[Click eStock] "ContentreeJoongAng Expected to Rebound on Improved Subsidiary Performance"

Maintains "Buy" Rating
Target Price Remains at 14,000 Won

On January 28, DS Investment & Securities maintained its "Buy" investment rating and a target price of 14,000 won for ContentreeJoongAng.


Jang Ji-hye and Kang Tae-ho, researchers at DS Investment & Securities, stated, "Recently, ContentreeJoongAng's share price has fallen sharply due to concerns over financial burdens. While there are clear short-term financial pressures such as poor theater performance, convertible bond repayments, and delays in the SLL listing, the company has also secured signs of a rebound, including improved subsidiary performance in 2026 and structural reorganization through M&A."

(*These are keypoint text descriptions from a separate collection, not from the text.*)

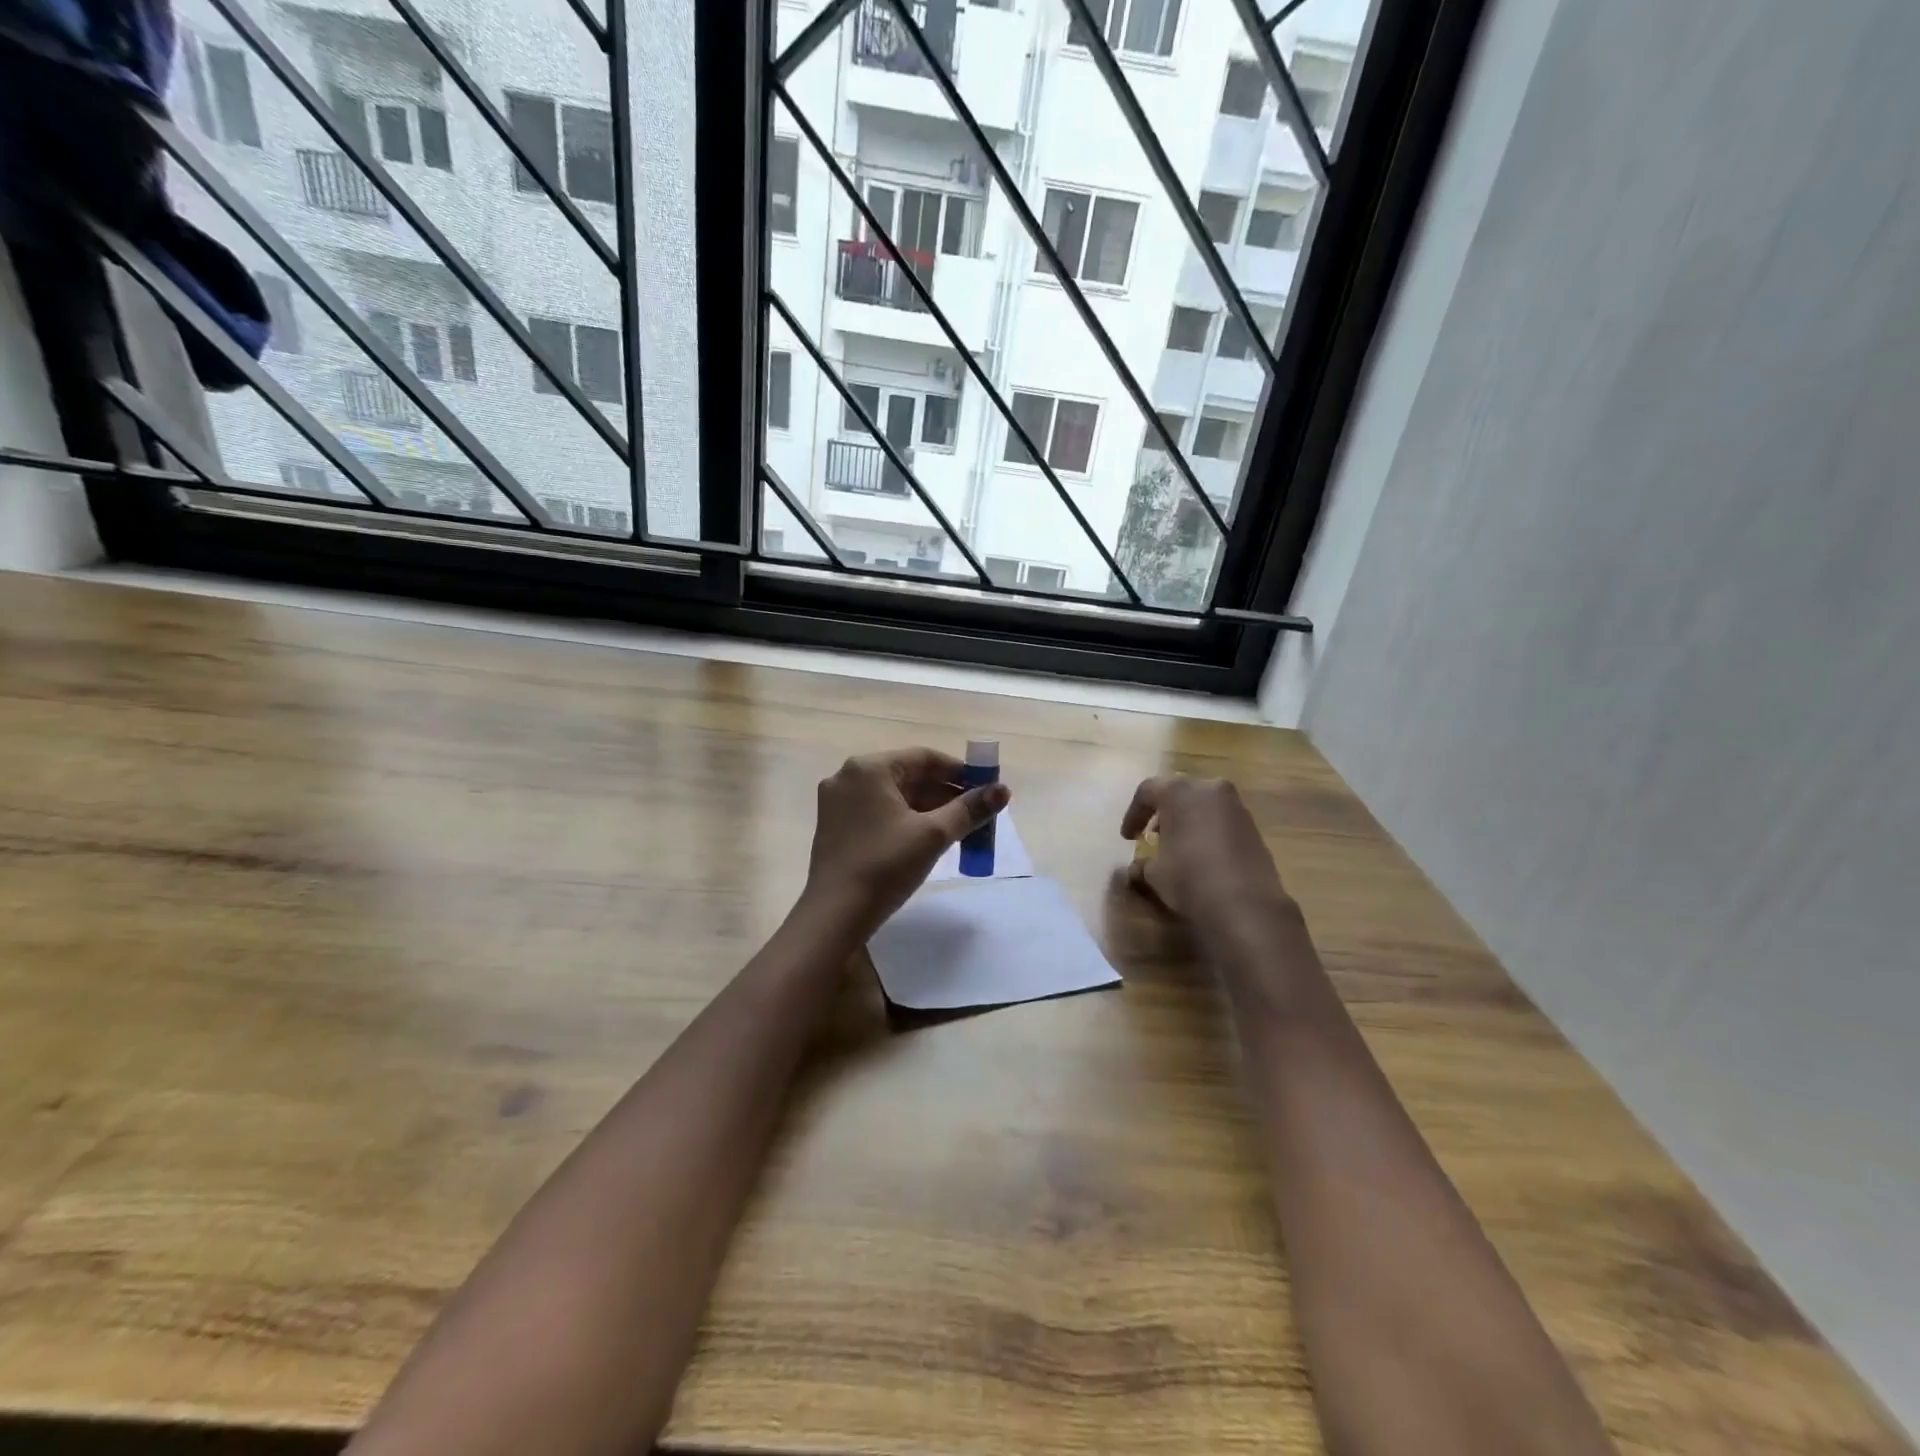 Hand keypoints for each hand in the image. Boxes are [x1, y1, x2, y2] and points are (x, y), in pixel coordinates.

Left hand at [805, 747, 1010, 934]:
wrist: (834, 916)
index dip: (959, 772)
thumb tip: (1003, 790)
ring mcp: (838, 803)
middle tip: (978, 813)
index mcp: (869, 768)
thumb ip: (969, 809)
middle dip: (946, 794)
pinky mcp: (836, 827)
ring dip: (929, 809)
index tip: (986, 789)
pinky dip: (906, 820)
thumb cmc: (885, 866)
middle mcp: (848, 777)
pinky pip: (880, 813)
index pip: (924, 758)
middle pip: (909, 776)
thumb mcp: (933, 835)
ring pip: (895, 797)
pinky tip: (929, 839)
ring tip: (961, 829)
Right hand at [1120, 775, 1288, 922]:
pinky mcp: (1254, 826)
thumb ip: (1142, 864)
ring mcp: (1236, 806)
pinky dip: (1208, 830)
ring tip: (1178, 846)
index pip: (1147, 791)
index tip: (1128, 837)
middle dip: (1163, 812)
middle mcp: (1210, 789)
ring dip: (1188, 820)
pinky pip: (1222, 820)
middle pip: (1179, 792)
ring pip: (1203, 804)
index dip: (1133, 814)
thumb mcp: (1154, 874)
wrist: (1245, 905)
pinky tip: (1203, 855)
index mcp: (1179, 792)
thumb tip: (1137, 868)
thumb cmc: (1189, 879)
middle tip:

[Click eStock] "ContentreeJoongAng Expected to Rebound on Improved Subsidiary Performance" 원본보기 아이콘

They predicted that last year's fourth-quarter earnings would fall short of market expectations. Specifically, they forecast consolidated sales of 264.4 billion won and operating profit of 1.5 billion won, which would not meet the expected 6.4 billion won. In the broadcasting segment, the number of scheduled episodes decreased by two to 34 compared to the previous year, but the advance sales to global OTT platforms led to a higher recoupment rate (production cost recovery rate), which is expected to improve performance. For consolidated subsidiaries, the results will reflect Studio Slam's airing of "Black & White Chef 2" and Encore idol group CloseYourEyes' release of their third mini-album (with 570,000 copies sold in the first week). However, as the delivery of "The Undertow" by overseas production subsidiary Wiip has been postponed to this year, the results are expected to fall short of expectations. In the theater segment, the total domestic box office in the fourth quarter last year reached 310.8 billion won. The strong performance of "Avatar: The Way of Water," which had a high proportion of screenings in premium theaters, along with increased market share at directly operated locations and relief in fixed costs, is expected to improve profitability.


For this year, they forecast ContentreeJoongAng's consolidated sales at 1.2 trillion won and operating profit at 35.1 billion won. In the broadcasting segment, the company is expected to maintain a trend of higher recoupment rates through the production of 10 captive titles and advance sales to OTT platforms. Additionally, five Wiip-delivered titles, five OTT original titles, five Plus M investment and distribution titles, and five Studio Slam variety shows are planned, along with Encore CloseYourEyes' concert, which is expected to expand IP revenue. They added, "In the theater segment, the stagnation of the domestic box office is expected to be offset by a reduction in fixed costs, narrowing losses. As Lotte Shopping announced that the exclusive negotiation period for the merger between Megabox and Lotte Cinema has been extended until March 31 this year, business restructuring and performance improvement through the merger are also anticipated going forward."